PROBLEM TO SOLVE = Take the data that follows and return it exactly.
Start of DATASET RECORDS
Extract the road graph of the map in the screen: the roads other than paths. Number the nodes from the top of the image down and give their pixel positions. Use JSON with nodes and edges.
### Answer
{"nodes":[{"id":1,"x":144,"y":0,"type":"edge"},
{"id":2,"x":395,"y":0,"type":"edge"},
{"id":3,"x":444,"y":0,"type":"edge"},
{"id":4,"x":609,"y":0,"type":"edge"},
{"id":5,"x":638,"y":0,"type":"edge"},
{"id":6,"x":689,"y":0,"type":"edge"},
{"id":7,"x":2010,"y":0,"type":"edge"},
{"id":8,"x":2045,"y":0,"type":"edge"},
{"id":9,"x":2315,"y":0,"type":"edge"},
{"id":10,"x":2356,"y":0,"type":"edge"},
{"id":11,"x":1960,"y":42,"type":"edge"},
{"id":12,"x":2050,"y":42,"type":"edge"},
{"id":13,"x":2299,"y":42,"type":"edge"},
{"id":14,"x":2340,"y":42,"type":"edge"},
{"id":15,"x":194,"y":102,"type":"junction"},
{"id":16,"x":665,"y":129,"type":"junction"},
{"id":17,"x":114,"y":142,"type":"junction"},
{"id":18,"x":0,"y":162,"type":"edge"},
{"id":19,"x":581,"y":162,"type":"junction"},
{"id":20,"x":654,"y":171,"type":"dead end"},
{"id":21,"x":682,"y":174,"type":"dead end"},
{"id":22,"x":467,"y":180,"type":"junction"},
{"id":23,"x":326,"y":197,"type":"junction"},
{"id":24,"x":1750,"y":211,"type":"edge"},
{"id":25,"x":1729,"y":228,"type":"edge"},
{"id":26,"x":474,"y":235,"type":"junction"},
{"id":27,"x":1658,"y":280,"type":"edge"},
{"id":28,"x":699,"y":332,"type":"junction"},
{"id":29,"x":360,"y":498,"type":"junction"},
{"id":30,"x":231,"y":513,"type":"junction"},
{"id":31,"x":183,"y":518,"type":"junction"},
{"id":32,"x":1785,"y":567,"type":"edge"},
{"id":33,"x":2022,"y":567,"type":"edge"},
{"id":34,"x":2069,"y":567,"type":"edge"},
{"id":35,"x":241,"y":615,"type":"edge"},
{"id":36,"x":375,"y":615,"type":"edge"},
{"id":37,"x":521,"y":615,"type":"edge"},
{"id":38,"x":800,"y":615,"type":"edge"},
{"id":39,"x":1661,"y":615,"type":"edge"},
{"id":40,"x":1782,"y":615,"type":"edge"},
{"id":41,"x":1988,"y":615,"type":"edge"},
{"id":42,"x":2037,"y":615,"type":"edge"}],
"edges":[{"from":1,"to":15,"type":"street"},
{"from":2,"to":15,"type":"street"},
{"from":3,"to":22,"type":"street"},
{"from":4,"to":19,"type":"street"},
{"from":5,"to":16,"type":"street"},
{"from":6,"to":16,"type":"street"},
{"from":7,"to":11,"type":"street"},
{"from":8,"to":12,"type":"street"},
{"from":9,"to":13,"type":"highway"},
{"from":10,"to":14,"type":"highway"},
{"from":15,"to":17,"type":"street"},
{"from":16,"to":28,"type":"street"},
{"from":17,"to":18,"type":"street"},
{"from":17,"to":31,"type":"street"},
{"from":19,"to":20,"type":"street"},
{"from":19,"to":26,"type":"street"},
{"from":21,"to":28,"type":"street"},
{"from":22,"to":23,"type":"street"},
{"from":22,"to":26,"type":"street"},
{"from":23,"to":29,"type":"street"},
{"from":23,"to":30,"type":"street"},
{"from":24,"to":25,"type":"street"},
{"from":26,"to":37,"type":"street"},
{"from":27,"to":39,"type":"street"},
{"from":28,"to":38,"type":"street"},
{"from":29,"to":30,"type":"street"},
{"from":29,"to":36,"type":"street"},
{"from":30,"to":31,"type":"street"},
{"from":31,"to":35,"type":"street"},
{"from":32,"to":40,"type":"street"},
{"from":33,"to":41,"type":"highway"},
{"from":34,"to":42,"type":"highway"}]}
End of DATASET RECORDS
ANSWER AREA =
Extract the road graph of the map in the screen: the roads other than paths. Number the nodes from the top of the image down and give their pixel positions. Use JSON with nodes and edges.
### Answer
{"nodes":[{"id":1,"x":144,"y":0,"type":"edge"},
{"id":2,"x":395,"y":0,"type":"edge"},
{"id":3,"x":444,"y":0,"type":"edge"},
{"id":4,"x":609,"y":0,"type":"edge"},
{"id":5,"x":638,"y":0,"type":"edge"},
{"id":6,"x":689,"y":0,"type":"edge"},
{"id":7,"x":2010,"y":0,"type":"edge"},
{"id":8,"x":2045,"y":0,"type":"edge"},
{"id":9,"x":2315,"y":0,"type":"edge"},
{"id":10,"x":2356,"y":0,"type":"edge"},
{"id":11,"x":1960,"y":42,"type":"edge"},
{"id":12,"x":2050,"y":42,"type":"edge"},
{"id":13,"x":2299,"y":42,"type":"edge"},
{"id":14,"x":2340,"y":42,"type":"edge"},
{"id":15,"x":194,"y":102,"type":"junction"},
{"id":16,"x":665,"y":129,"type":"junction"},
{"id":17,"x":114,"y":142,"type":"junction"},
{"id":18,"x":0,"y":162,"type":"edge"},
{"id":19,"x":581,"y":162,"type":"junction"},
{"id":20,"x":654,"y":171,"type":"dead end"},
{"id":21,"x":682,"y":174,"type":"dead end"},
{"id":22,"x":467,"y":180,"type":"junction"},
{"id":23,"x":326,"y":197,"type":"junction"},
{"id":24,"x":1750,"y":211,"type":"edge"},
{"id":25,"x":1729,"y":228,"type":"edge"},
{"id":26,"x":474,"y":235,"type":"junction"},
{"id":27,"x":1658,"y":280,"type":"edge"},
{"id":28,"x":699,"y":332,"type":"junction"},
{"id":29,"x":360,"y":498,"type":"junction"},
{"id":30,"x":231,"y":513,"type":"junction"},
{"id":31,"x":183,"y":518,"type":"junction"},
{"id":32,"x":1785,"y":567,"type":"edge"},
{"id":33,"x":2022,"y":567,"type":"edge"},
{"id":34,"x":2069,"y":567,"type":"edge"},
{"id":35,"x":241,"y":615,"type":"edge"},
{"id":36,"x":375,"y":615,"type":"edge"},
{"id":37,"x":521,"y":615,"type":"edge"},
{"id":38,"x":800,"y":615,"type":"edge"},
{"id":39,"x":1661,"y":615,"type":"edge"},
{"id":40,"x":1782,"y":615,"type":"edge"},
{"id":41,"x":1988,"y":615,"type":"edge"},
{"id":42,"x":2037,"y":615,"type":"edge"}],
"edges":[{"from":1,"to":15,"type":"street"},
{"from":2,"to":15,"type":"street"},
{"from":3,"to":22,"type":"street"},
{"from":4,"to":19,"type":"street"},
{"from":5,"to":16,"type":"street"},
{"from":6,"to":16,"type":"street"},
{"from":7,"to":11,"type":"street"},
{"from":8,"to":12,"type":"street"},
{"from":9,"to":13,"type":"highway"},
{"from":10,"to":14,"type":"highway"},
{"from":15,"to":17,"type":"street"},
{"from":16,"to":28,"type":"street"},
{"from":17,"to":18,"type":"street"},
{"from":17,"to":31,"type":"street"},
{"from":19,"to":20,"type":"street"},
{"from":19,"to":26,"type":"street"},
{"from":21,"to":28,"type":"street"},
{"from":22,"to":23,"type":"street"},
{"from":22,"to":26,"type":"street"},
{"from":23,"to":29,"type":"street"},
{"from":23,"to":30,"type":"street"},
{"from":24,"to":25,"type":"street"},
{"from":26,"to":37,"type":"street"},
{"from":27,"to":39,"type":"street"},
{"from":28,"to":38,"type":"street"},
{"from":29,"to":30,"type":"street"},
{"from":29,"to":36,"type":"street"},
{"from":30,"to":31,"type":"street"},
{"from":31,"to":35,"type":"street"},
{"from":32,"to":40,"type":"street"},
{"from":33,"to":41,"type":"highway"},
{"from":34,"to":42,"type":"highway"}]}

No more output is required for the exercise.